### Task material
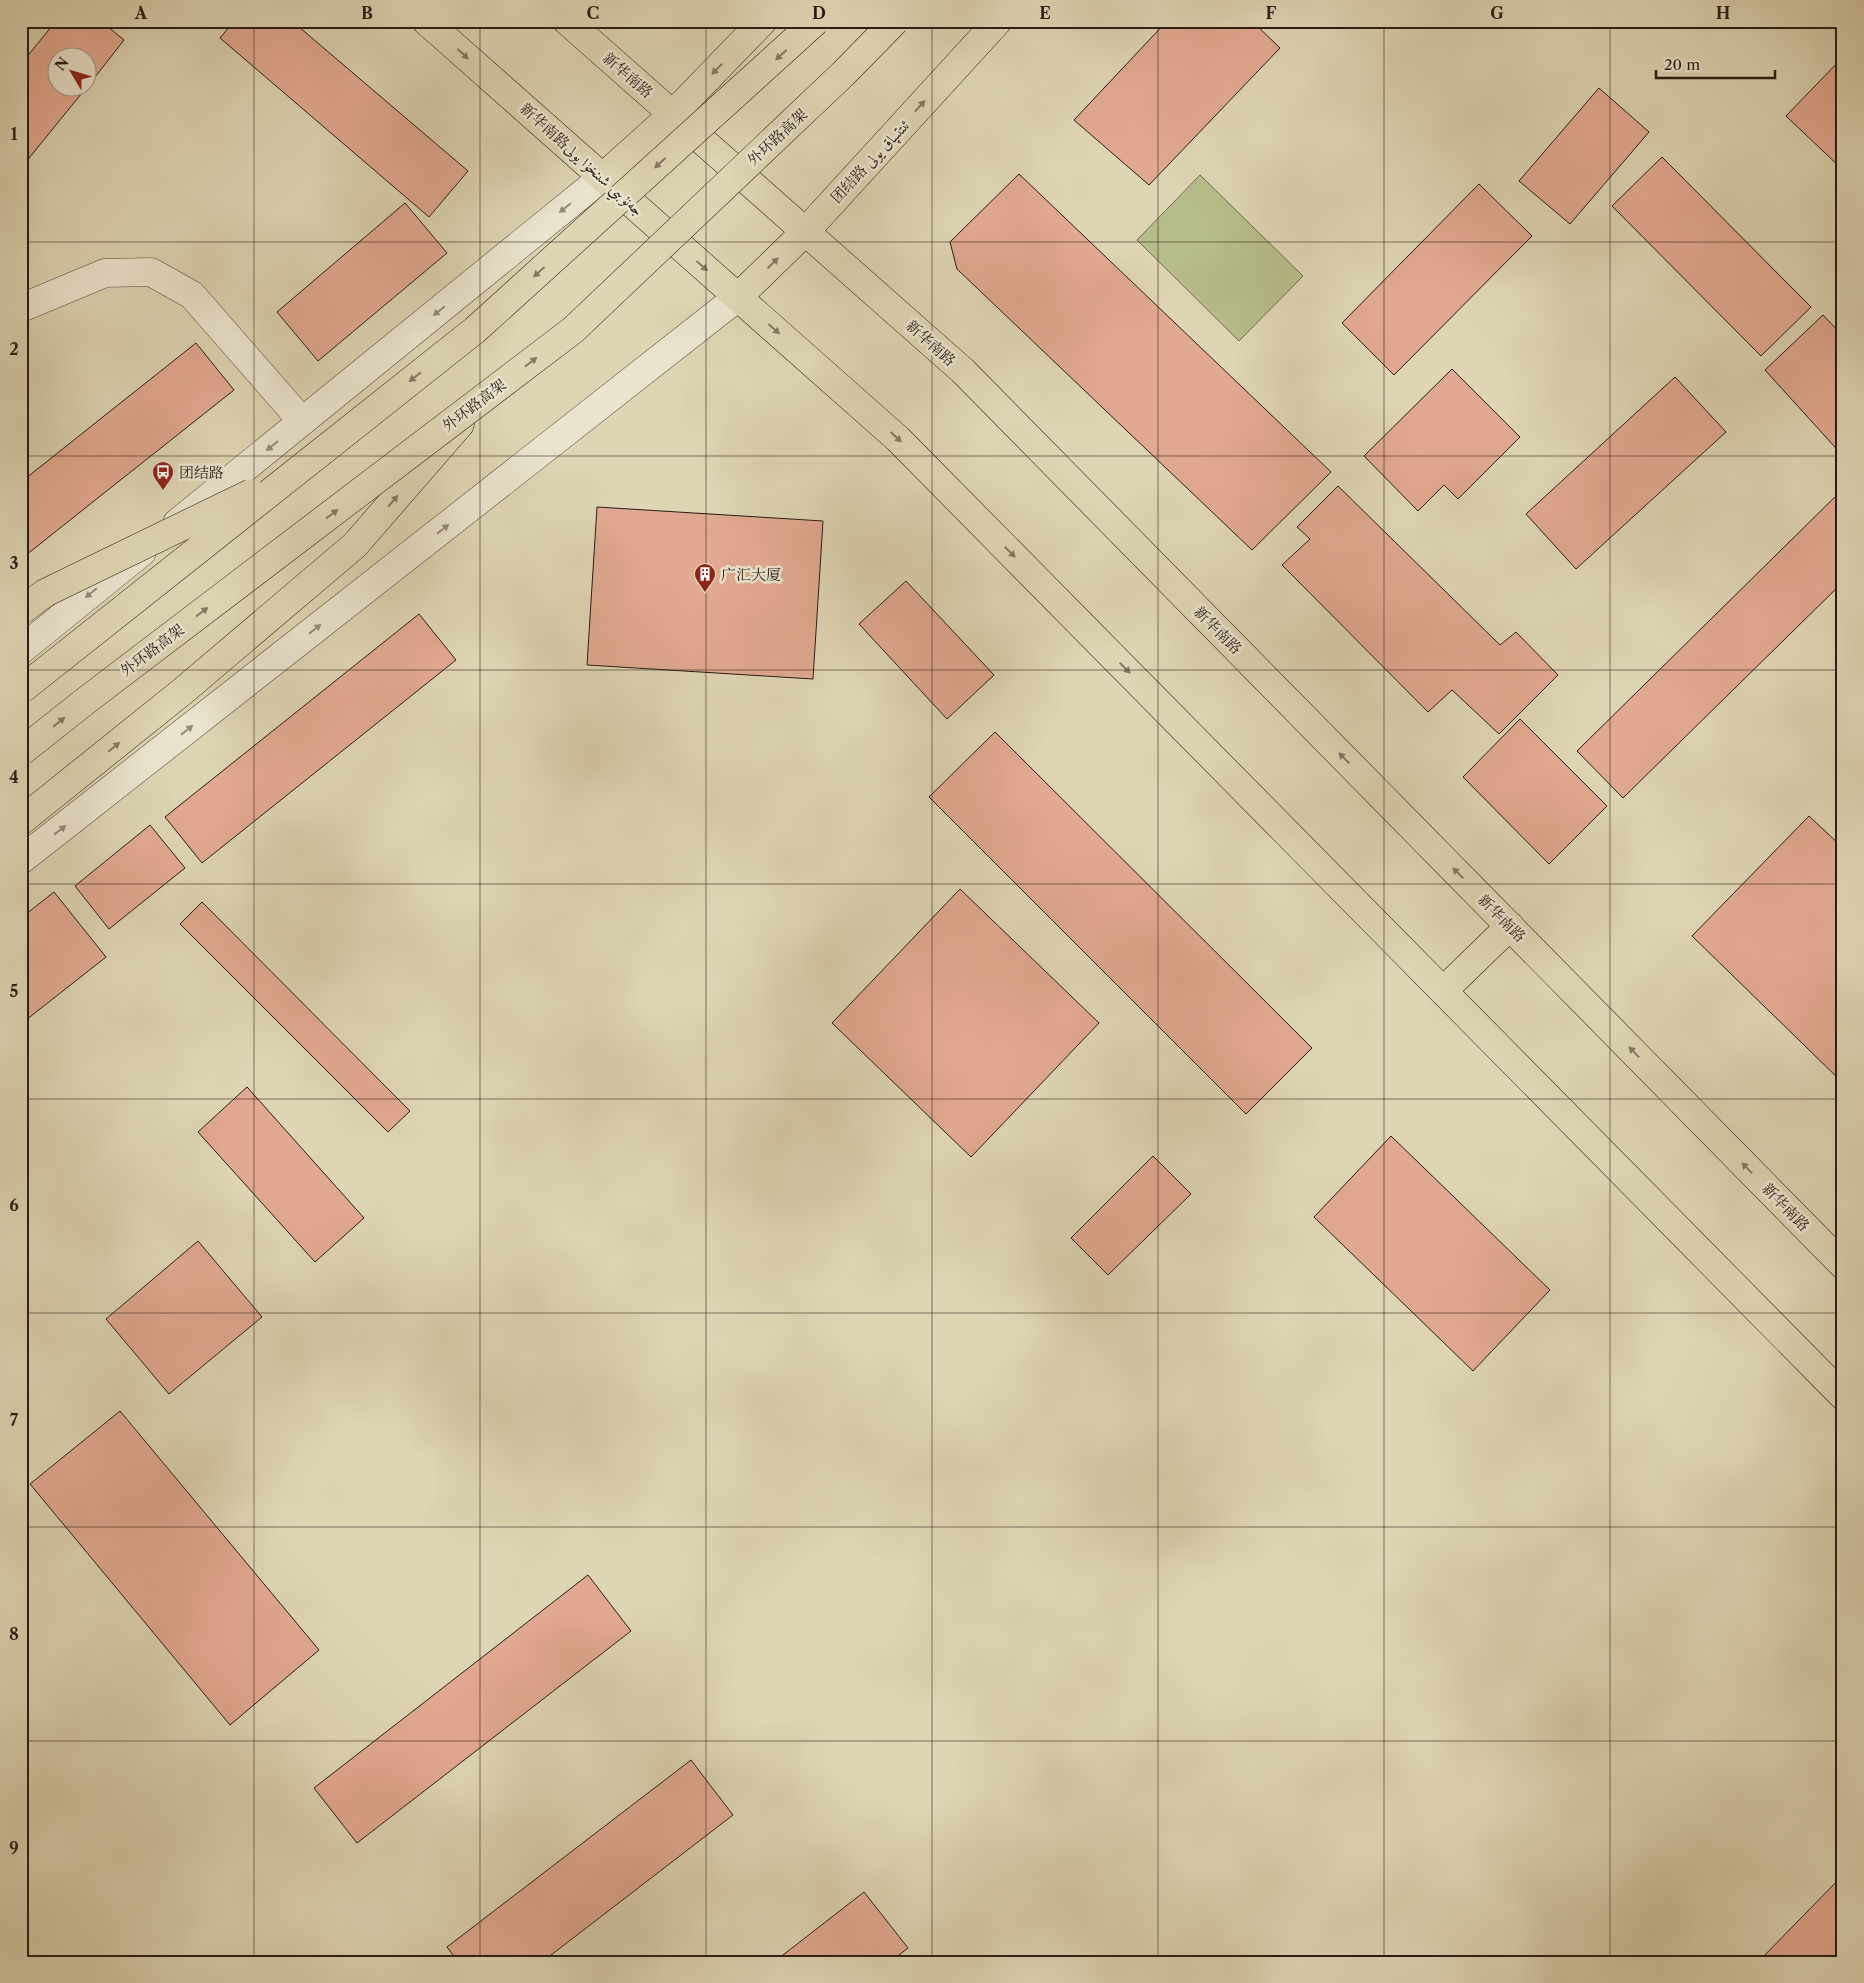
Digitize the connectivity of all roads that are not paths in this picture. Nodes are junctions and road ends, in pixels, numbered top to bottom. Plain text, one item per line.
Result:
1 (426, 21) edge
2 (567, 21) edge
3 (763, 21) edge
4 (816, 21) edge
5 (894, 21) edge
6 (998, 21) edge
7 (673, 114) junction
8 (603, 177) junction
9 (805, 232) junction
10 (738, 297) junction
11 (21, 308) edge
12 (480, 401) junction
13 (302, 421) junction
14 (297, 471) junction
15 (21, 611) edge
16 (21, 650) edge
17 (21, 690) edge
18 (21, 752) edge
19 (21, 821) edge
20 (21, 860) edge
21 (1510, 926) junction
22 (1443, 991) junction
23 (1843, 1265) edge
24 (1843, 1396) edge

1 -> 8 main road, 新华南路جەنۇبىي شىنخۇا يولى
2 - 7 main road, 新华南路
3 -> 7 main road
4 -> 14 main road, bridge
12 -> 5 main road, 外环路高架, bridge
9 -> 6 main road, 团结路 ئىتتىپاق يولى
7 - 8 main road
7 - 9 main road, 新华南路
8 -> 10 main road, 新华南路جەنۇبىي شىنخۇا يولى
8 -> 13 street
10 -> 9 main road, 团结路 ئىتتىپاق يولى
21 -> 9 main road, 新华南路
20 -> 10 street
10 -> 22 main road
11 - 13 street
18 -> 12 main road, 外环路高架, bridge
19 -> 12 main road, bridge
13 -> 16 street
14 - 15 main road, bridge
14 - 17 main road, bridge
21 - 22 main road
23 -> 21 main road, 新华南路
22 - 24 main road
######
▸ **What you are asked to do**
Where a line of the data contains the string "ئىتتىپاق", include it in a count, and state that count alone.

▸ **Solution below**
2